| Material for this exercise |
▬▬▬

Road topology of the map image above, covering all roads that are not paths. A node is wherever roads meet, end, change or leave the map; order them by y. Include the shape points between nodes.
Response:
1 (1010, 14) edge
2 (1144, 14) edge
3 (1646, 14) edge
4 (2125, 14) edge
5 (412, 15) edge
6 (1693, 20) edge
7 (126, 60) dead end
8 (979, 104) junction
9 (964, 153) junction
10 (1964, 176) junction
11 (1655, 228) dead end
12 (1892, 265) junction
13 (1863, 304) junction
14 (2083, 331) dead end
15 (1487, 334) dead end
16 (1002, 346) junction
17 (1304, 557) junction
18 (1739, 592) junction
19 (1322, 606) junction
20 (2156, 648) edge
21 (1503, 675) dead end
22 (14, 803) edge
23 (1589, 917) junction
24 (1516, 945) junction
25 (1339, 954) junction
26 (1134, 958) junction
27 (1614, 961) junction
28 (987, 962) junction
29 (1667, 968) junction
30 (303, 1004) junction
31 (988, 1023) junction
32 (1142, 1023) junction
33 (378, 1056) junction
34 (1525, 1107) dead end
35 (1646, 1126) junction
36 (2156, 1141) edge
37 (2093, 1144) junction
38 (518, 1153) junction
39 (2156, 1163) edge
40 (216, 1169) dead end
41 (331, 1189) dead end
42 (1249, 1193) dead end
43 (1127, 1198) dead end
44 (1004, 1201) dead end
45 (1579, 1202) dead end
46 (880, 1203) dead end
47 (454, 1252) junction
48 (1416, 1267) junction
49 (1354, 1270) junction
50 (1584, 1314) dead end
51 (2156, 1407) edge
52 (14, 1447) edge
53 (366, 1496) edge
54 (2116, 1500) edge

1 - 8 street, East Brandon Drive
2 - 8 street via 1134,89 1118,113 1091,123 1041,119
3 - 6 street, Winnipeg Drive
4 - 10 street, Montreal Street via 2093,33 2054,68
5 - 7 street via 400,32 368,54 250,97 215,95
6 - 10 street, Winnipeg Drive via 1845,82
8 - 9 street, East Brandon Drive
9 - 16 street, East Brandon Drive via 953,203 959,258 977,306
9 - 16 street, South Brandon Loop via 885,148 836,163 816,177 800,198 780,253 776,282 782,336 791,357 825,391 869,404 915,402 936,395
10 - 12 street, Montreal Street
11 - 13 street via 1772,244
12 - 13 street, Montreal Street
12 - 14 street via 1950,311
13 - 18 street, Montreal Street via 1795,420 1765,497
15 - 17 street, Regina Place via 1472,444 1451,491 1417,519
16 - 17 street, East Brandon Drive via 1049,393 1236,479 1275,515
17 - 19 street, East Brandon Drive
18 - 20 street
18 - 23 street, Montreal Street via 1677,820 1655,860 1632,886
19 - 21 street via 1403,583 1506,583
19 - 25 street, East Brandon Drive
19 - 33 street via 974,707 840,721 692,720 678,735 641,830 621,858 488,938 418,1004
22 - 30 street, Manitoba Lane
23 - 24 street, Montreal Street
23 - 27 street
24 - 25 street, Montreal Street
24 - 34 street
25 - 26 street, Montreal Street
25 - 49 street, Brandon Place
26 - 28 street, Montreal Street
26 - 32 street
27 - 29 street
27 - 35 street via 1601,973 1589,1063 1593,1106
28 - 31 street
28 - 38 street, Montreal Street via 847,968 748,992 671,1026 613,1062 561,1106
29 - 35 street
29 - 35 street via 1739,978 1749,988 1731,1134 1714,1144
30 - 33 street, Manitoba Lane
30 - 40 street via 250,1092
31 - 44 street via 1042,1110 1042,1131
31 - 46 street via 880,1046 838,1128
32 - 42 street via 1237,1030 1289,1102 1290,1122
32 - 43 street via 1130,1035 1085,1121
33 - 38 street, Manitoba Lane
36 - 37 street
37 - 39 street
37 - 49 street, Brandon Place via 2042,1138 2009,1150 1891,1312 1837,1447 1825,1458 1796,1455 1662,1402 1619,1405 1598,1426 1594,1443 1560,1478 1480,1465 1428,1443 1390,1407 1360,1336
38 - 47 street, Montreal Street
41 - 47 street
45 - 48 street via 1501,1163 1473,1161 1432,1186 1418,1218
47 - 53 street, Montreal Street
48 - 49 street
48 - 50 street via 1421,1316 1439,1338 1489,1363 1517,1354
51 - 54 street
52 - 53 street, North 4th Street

▬▬▬

Write out each line exactly, as it is shown above.

Road topology of the map image above, covering all roads that are not paths. A node is wherever roads meet, end, change or leave the map; order them by y. Include the shape points between nodes.
Response:
1 (1010, 14) edge
2 (1144, 14) edge
3 (1646, 14) edge
4 (2125, 14) edge
5 (412, 15) edge
6 (1693, 20) edge
7 (126, 60) dead end
8 (979, 104) junction
9 (964, 153) junction
10 (1964, 176) junction
11 (1655, 228) dead end
12 (1892, 265) junction
13 (1863, 304) junction
14 (2083, 331) dead end
15 (1487, 334) dead end
16 (1002, 346) junction
17 (1304, 557) junction
18 (1739, 592) junction
19 (1322, 606) junction
20 (2156, 648) edge
21 (1503, 675) dead end
22 (14, 803) edge
23 (1589, 917) junction
24 (1516, 945) junction
25 (1339, 954) junction
26 (1134, 958) junction
27 (1614, 961) junction
28 (987, 962) junction
29 (1667, 968) junction
30 (303, 1004) junction
31 (988, 1023) junction
32 (1142, 1023) junction
33 (378, 1056) junction
34 (1525, 1107) dead end
35 (1646, 1126) junction
36 (2156, 1141) edge
37 (2093, 1144) junction
38 (518, 1153) junction
39 (2156, 1163) edge
40 (216, 1169) dead end
41 (331, 1189) dead end
42 (1249, 1193) dead end
43 (1127, 1198) dead end
44 (1004, 1201) dead end
45 (1579, 1202) dead end
46 (880, 1203) dead end
47 (454, 1252) junction
48 (1416, 1267) junction
49 (1354, 1270) junction
50 (1584, 1314) dead end
51 (2156, 1407) edge
52 (14, 1447) edge
53 (366, 1496) edge
54 (2116, 1500) edge

1 - 8 street, East Brandon Drive
2 - 8 street via 1134,89 1118,113 1091,123 1041,119
3 - 6 street, Winnipeg Drive
4 - 10 street, Montreal Street via 2093,33 2054,68
5 - 7 street via 400,32 368,54 250,97 215,95
6 - 10 street, Winnipeg Drive via 1845,82
8 - 9 street, East Brandon Drive
9 - 16 street, East Brandon Drive via 953,203 959,258 977,306
9 - 16 street, South Brandon Loop via 885,148 836,163 816,177 800,198 780,253 776,282 782,336 791,357 825,391 869,404 915,402 936,395
10 - 12 street, Montreal Street
11 - 13 street via 1772,244
12 - 13 street, Montreal Street
12 - 14 street via 1950,311
13 - 18 street, Montreal Street via 1795,420 1765,497
15 - 17 street, Regina Place via 1472,444 1451,491 1417,519
16 - 17 street, East Brandon Drive via 1049,393 1236,479 1275,515
17 - 19 street, East Brandon Drive
18 - 20 street
18 - 23 street, Montreal Street via 1677,820 1655,860 1632,886
19 - 21 street via 1403,583 1506,583
19 - 25 street, East Brandon Drive
19 - 33 street via 974,707 840,721 692,720 678,735 641,830 621,858 488,938 418,1004
22 - 30 street, Manitoba Lane
23 - 24 street, Montreal Street
23 - 27 street
24 - 25 street, Montreal Street
24 - 34 street
25 - 26 street, Montreal Street
25 - 49 street, Brandon Place
26 - 28 street, Montreal Street
26 - 32 street
27 - 29 street
27 - 35 street via 1601,973 1589,1063 1593,1106
28 - 31 street
28 - 38 street, Montreal Street via 847,968 748,992 671,1026 613,1062 561,1106
29 - 35 street
29 - 35 street via 1739,978 1749,988 1731,1134 1714,1144
30 - 33 street, Manitoba Lane
30 - 40 street via 250,1092
31 - 44 street via 1042,1110 1042,1131
31 - 46 street via 880,1046 838,1128
32 - 42 street via 1237,1030 1289,1102 1290,1122
32 - 43 street via 1130,1035 1085,1121
33 - 38 street, Manitoba Lane
36 - 37 street
37 - 39 street
37 - 49 street, Brandon Place via 2042,1138 2009,1150 1891,1312 1837,1447 1825,1458 1796,1455 1662,1402 1619,1405 1598,1426 1594,1443 1560,1478 1480,1465 1428,1443 1390,1407 1360,1336
38 - 47 street, Montreal Street
41 - 47 street
45 - 48 street via 1501,1163 1473,1161 1432,1186 1418,1218
47 - 53 street, Montreal Street
48 - 49 street
48 - 50 street via 1421,1316 1439,1338 1489,1363 1517,1354
51 - 54 street
52 - 53 street, North 4th Street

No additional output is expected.